··· Information shown
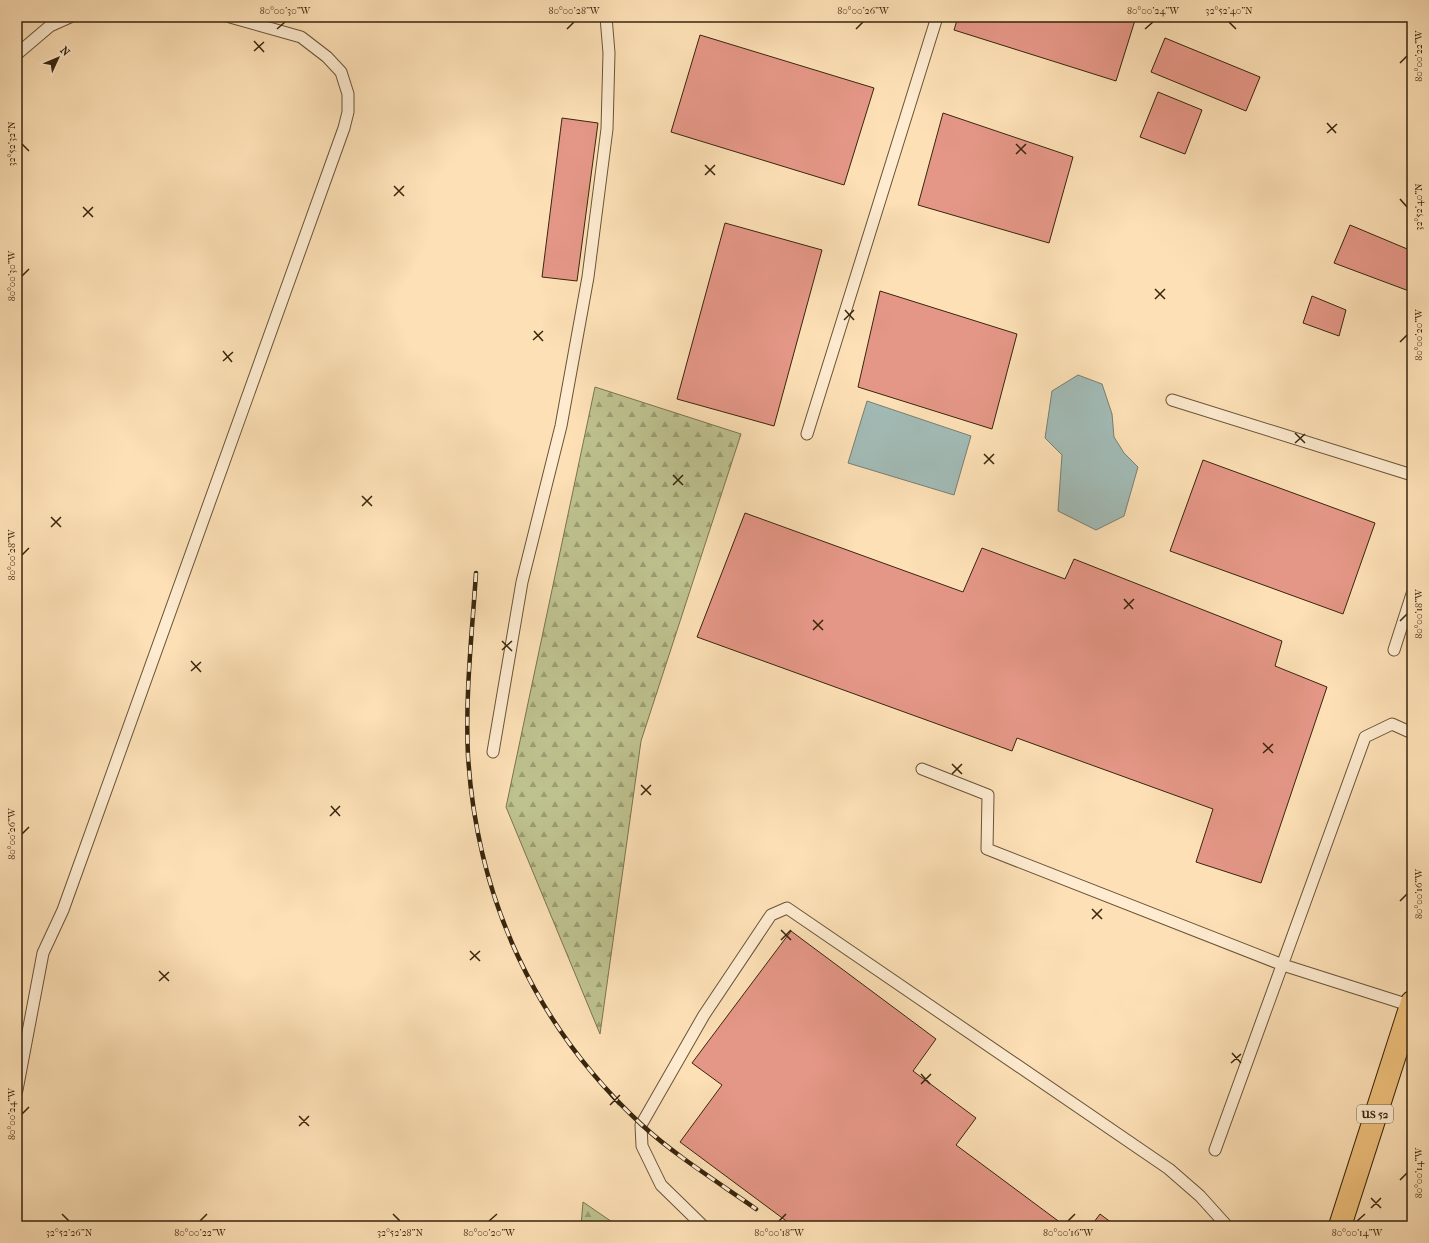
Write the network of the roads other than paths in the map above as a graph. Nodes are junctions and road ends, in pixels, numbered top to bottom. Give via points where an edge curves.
1 (70, 17) edge
2 (230, 17) edge
3 (606, 17) edge
4 (937, 17) edge
5 (17, 54) edge
6 (1172, 400) dead end
7 (807, 434) dead end
8 (1412, 475) edge
9 (1412, 594) edge
10 (1394, 650) dead end
11 (1412, 733) edge
12 (493, 752) dead end
13 (922, 769) dead end
14 (1282, 965) junction
15 (1412, 1004) edge
16 (17, 1090) edge
17 (1216, 1150) dead end
18 (703, 1226) edge
19 (1227, 1226) edge
20 (1340, 1226) edge

1 - 5 lane via 50,26
2 - 16 lane via 301,37 328,57 341,72 348,94 348,112 63,910 43,953
3 - 12 lane via 609,53 607,129 588,277 561,426 522,582
4 - 7 lane
6 - 8 lane
9 - 10 lane
11 - 14 lane via 1392,724 1365,737
13 - 14 lane via 988,795 987,849
14 - 15 lane
14 - 17 lane
15 - 20 main road, US 52
18 - 19 lane via 661,1185 642,1146 641,1125 704,1015 771,915 787,908 1169,1169 1200,1196

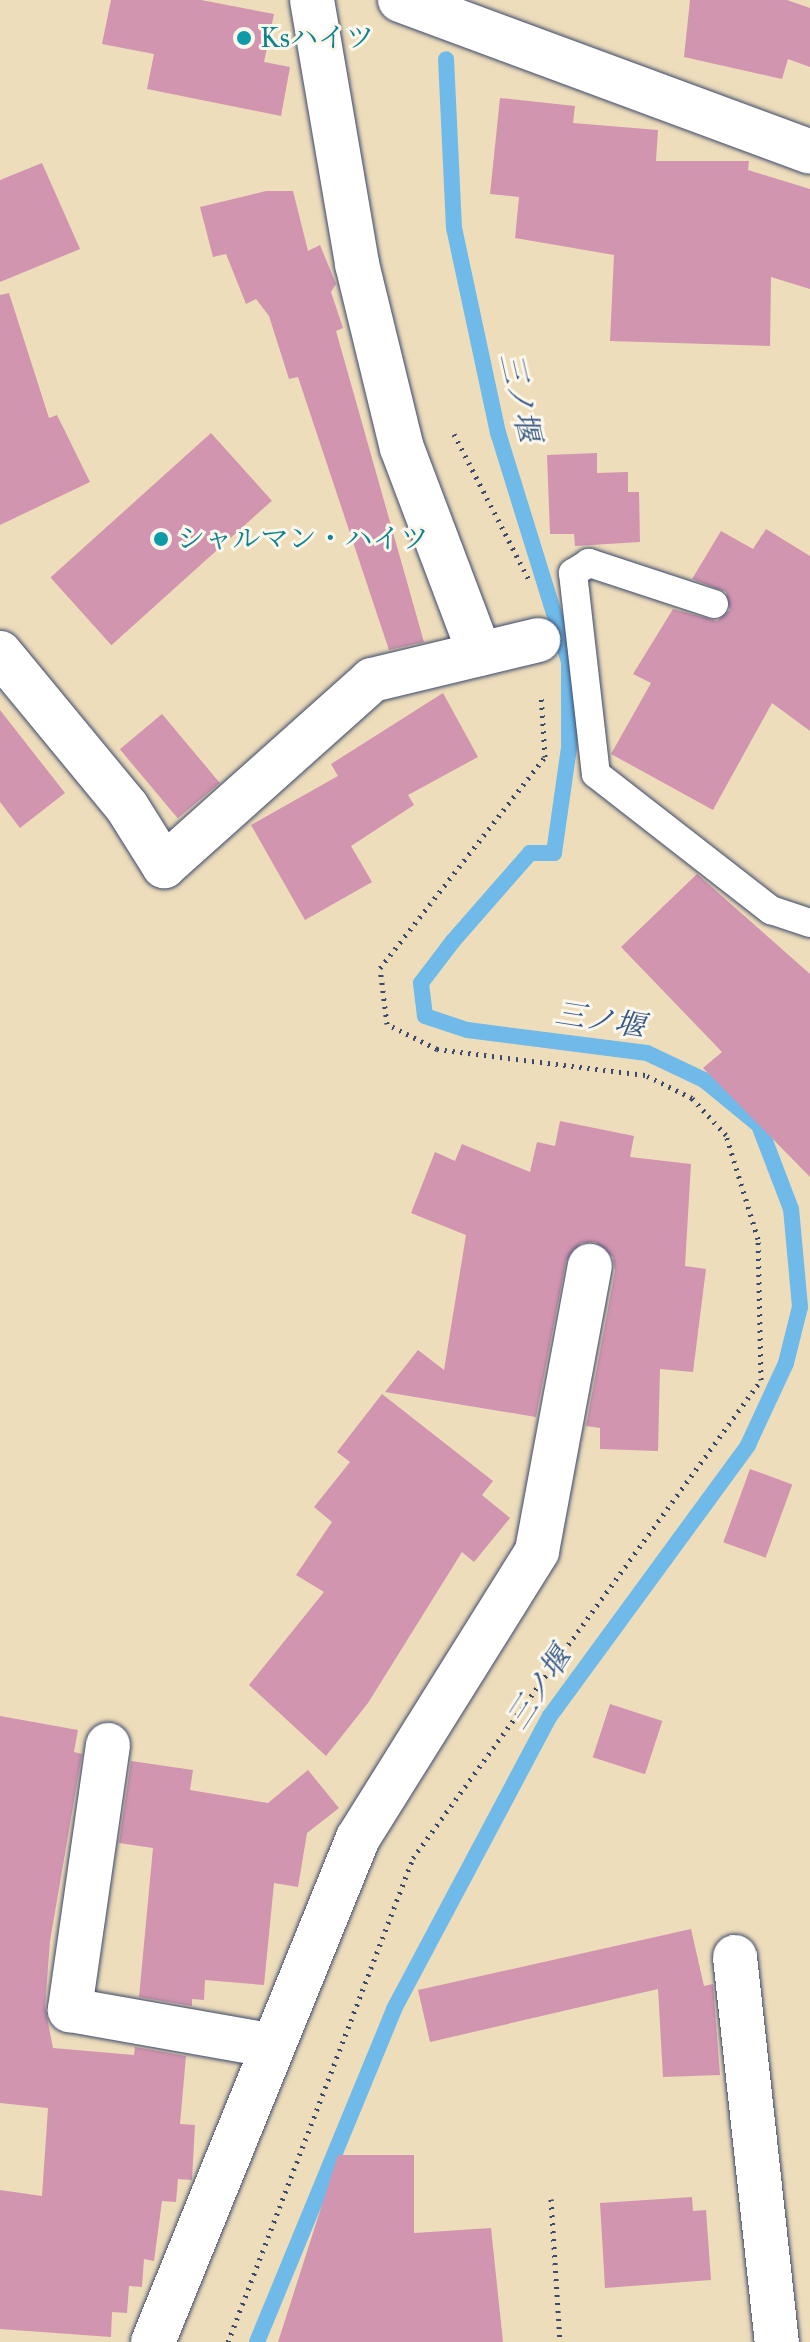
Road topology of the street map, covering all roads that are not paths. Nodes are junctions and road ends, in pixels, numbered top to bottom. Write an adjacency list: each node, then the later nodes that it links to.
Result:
1 (312, 0): 7 (street)
2 (400, 0): 3 (street)
3 (810, 152)
4 (714, 604): 8 (lane)
5 (538, 640): 7 (street)
6 (0, 653): 7 (street)
7 (480, 654)
8 (809, 920)
9 (590, 1266): 12 (street)
10 (108, 1745): 12 (street)
11 (735, 1957): 14 (street)
12 (268, 2045): 13 (street)
13 (153, 2342)
14 (777, 2342)

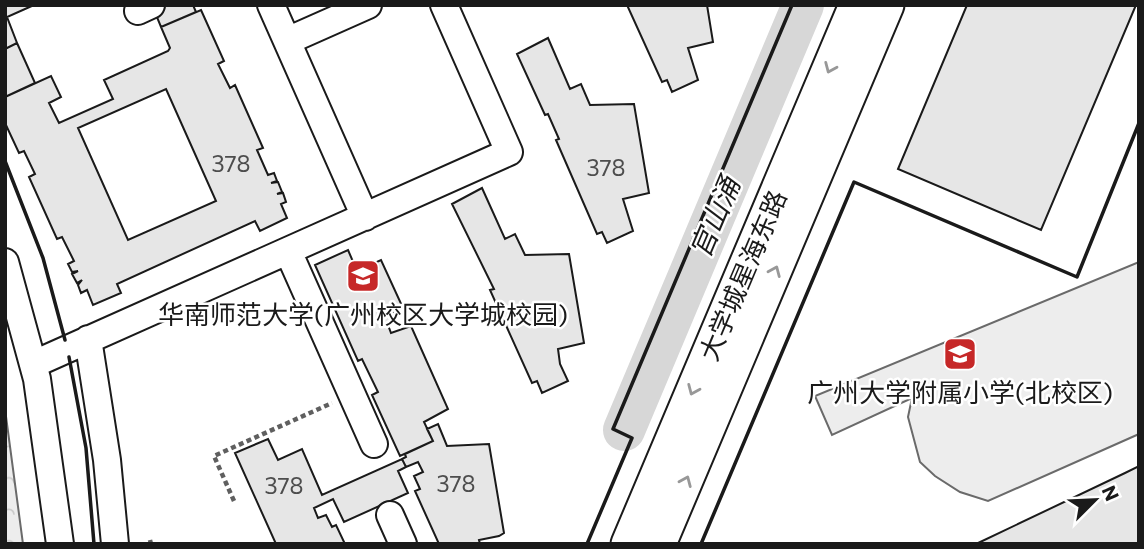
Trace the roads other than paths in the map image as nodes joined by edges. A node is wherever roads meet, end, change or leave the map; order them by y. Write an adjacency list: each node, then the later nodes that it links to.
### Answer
1 (271, 5): 6 (street)
2 (368, 5): 6 (street)
3 (444, 5): 7 (street)
4 (856, 5): 17 (main road, 大学城星海东路, one-way to 17)
5 (887, 5): 18 (main road, 大学城星海东路, one-way to 5)
6 (287, 41): 7 (street)
7 (365, 216): 8 (street)
8 (288, 251): 10 (street); 12 (street)
9 (5, 262): 11 (street)
10 (88, 340): 11 (street); 15 (street)
11 (34, 364): 14 (street)
12 (374, 444)
13 (390, 515): 16 (street)
14 (60, 544)
15 (116, 544)
16 (403, 544)
17 (628, 544)
18 (659, 544)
······
Task details — Indicate the number of lines in the data above that contain the string "each", without any additional text.

Task output — 2